Later that day, while the luckless Arthur Peall in London was sitting through yet another session monopolised by Tom Reece, I in Manchester found myself falling farther and farther behind against Tom Newman, my chances of the title receding into the distance.
When, in the afternoon session, Tom added to an unfinished break to lead me by 1,589 points, I decided that the situation called for desperate measures. And so, on my second visit to the table and much to the puzzlement of the spectators, I manoeuvred the balls into the jaws of a pocket and began to use the pendulum cannon!
I was not sure how long I could keep it up, for although simple in itself it called in the long term for a good deal of concentration. But after half an hour I had reached the 500 mark and it was not long before I exceeded Tom's English record of 1,379. At 1,743 I disturbed the red, but soon tickled it back into position and by the end of the afternoon session, I had reached 2,239 unfinished and had managed to overhaul Tom by 630 points. The only difficulty I had was in the cushion shots since it so fell out that I had to make them all left-handed. Meanwhile down at Thurston's Arthur Peall sat out the entire session as Tom Reece plodded to the 1,200 mark without disturbing the position of the object balls. Said Arthur at one point: 'If this sort of thing goes on, I'm off to the pictures to wait.'
That evening I felt all set to continue indefinitely when I hit the red fractionally too fully so that my cue ball was thrown off the white - and so Tom was back in the game. I had scored 2,501 - a world record.
Tom himself was playing a great many close cannons at this stage and achieved breaks of 354 and 253, largely by this method. At one point he caused some hilarity when, during a run of close cannons, he finished with the balls in the jaws of a pocket. He was just about to make his stroke when he lowered his cue and said to me over his shoulder:
'Is this the right corner?'
The spectators roared with laughter and I replied: That's between Reece and me.'
'You mean it's a secret?' countered Tom in mock surprise.
Later, towards the end of the session, when Tom was still 500 points behind, the marker inadvertently credited Tom with my score. The crowd shouted out: 'Wrong number' but before the marker could rectify his error Tom chimed in.
'It's all right, marker,' he said. 'I have no objection.'
After the session, referee Arthur Goundrill gave his verdict:
'In the interests of the game the pendulum stroke must be abolished or limited to a small proportion of the total which Davis secured.

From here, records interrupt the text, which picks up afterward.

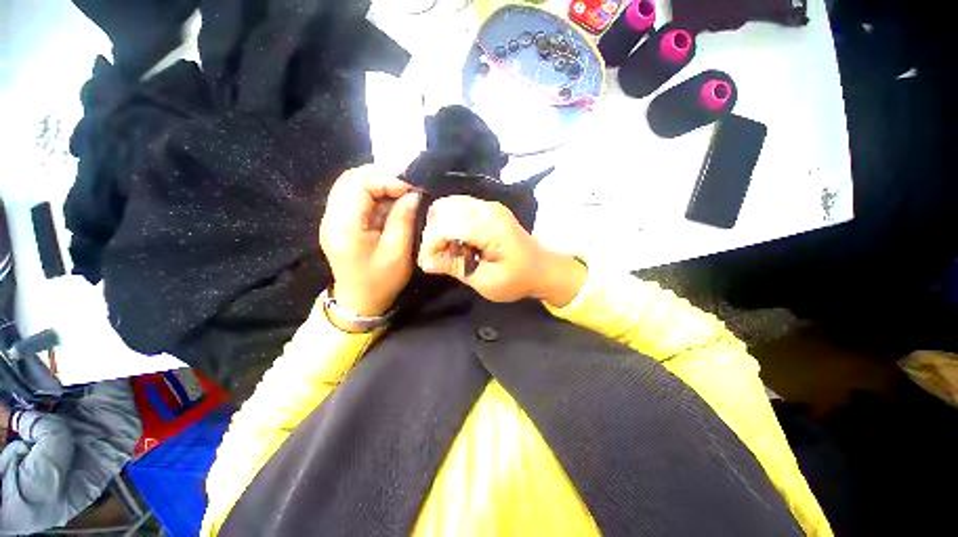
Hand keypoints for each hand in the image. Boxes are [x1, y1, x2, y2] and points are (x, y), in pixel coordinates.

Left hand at [319, 165, 420, 315]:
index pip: (358, 186)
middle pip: (349, 179)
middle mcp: (331, 218)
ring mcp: (331, 219)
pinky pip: (351, 197)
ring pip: (349, 185)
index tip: (410, 189)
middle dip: (380, 175)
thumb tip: (412, 194)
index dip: (385, 180)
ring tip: (400, 188)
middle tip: (406, 183)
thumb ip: (403, 219)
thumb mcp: (398, 252)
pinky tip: (388, 199)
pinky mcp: (337, 223)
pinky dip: (371, 192)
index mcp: (345, 227)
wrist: (359, 301)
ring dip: (375, 182)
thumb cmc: (381, 281)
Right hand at [418, 196, 585, 306]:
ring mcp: (488, 206)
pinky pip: (458, 207)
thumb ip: (456, 267)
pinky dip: (449, 222)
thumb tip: (426, 262)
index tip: (429, 264)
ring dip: (440, 227)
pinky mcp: (488, 209)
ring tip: (447, 250)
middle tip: (438, 258)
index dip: (431, 244)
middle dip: (433, 235)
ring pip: (447, 205)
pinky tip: (456, 241)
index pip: (446, 224)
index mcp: (490, 227)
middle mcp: (487, 209)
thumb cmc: (518, 279)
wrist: (542, 269)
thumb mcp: (486, 282)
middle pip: (443, 209)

It may be effective in running up the score but it is extremely tedious to watch.'
Despite these sage remarks, the headlines next morning waxed lyrical, talking of a 'splendid effort', 'billiards sensation' and 'amazing record'. Tom Reece, thus relieved of his world record so rapidly after having secured it, challenged me to a match to see who was the best practitioner of the pendulum stroke. But we all knew that the stroke would be instantly barred from any serious match. I certainly agreed with this and with everything that Arthur Goundrill had said. My record was merely a freak - just as Tom Reece's 499,000 with the anchor cannon had been a freak twenty years earlier. Nobody wept as the stroke was rapidly buried by the legislators of the game.
I had had the last laugh on Tom Reece who had so publicly trumpeted the uniqueness and difficulty of his 'new' shot. But Tom Newman certainly had the last laugh of all. For, without resorting to the gimmickry of the pendulum shot, he pulled back the lead which the stroke had given me and finished the match the winner by 1,237 points. I had failed again to take the championship.

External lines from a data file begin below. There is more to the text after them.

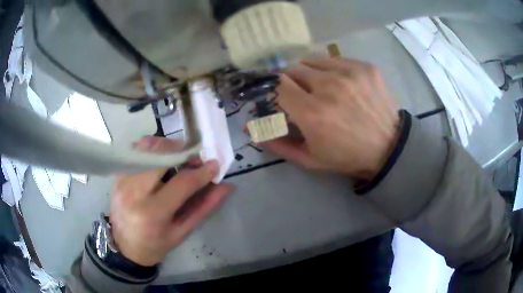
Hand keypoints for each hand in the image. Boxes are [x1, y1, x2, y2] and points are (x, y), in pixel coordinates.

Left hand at [109, 137, 233, 265]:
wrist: (124, 247)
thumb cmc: (155, 245)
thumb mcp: (182, 232)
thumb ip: (204, 207)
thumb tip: (225, 186)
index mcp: (153, 213)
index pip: (181, 182)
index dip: (201, 172)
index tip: (214, 165)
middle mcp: (134, 192)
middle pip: (161, 156)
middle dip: (183, 151)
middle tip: (194, 158)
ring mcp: (122, 180)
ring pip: (147, 148)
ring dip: (167, 148)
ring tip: (178, 158)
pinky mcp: (117, 175)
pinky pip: (136, 152)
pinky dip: (152, 150)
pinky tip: (160, 161)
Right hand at [264, 58, 399, 179]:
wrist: (388, 148)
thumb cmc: (347, 157)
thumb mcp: (309, 159)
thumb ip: (277, 143)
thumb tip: (250, 129)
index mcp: (312, 113)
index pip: (278, 85)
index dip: (276, 91)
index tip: (282, 98)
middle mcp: (329, 87)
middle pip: (292, 68)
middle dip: (290, 80)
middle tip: (301, 93)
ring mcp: (349, 73)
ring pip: (312, 59)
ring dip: (309, 72)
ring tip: (319, 86)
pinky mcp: (364, 67)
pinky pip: (335, 59)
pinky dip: (330, 69)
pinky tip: (340, 83)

There was no doubt that Tom was on top form for the match - and at his best he was still, at this particular juncture, a little better than I was. However I think I can justifiably claim that one reason for my defeat, certainly for the fact that I fell so far behind in the early stages, was a disaster of nightmare proportions: my cue vanished.
Tom and I arrived at the Orme Hall together on the Tuesday afternoon and went to the dressing-room where we had, as usual, left our cues overnight. Tom's case was lying there; mine was missing. I looked all over the dressing-room - which did not take long - then went in search of the caretaker, but he was totally baffled and could offer no explanation as to what might have happened. It was only a matter of minutes from the time scheduled for the start of the session. I began to panic. I knew that my chances of beating Tom would be absolutely nil without my cue - and what of the future? All these thoughts rushed through my mind.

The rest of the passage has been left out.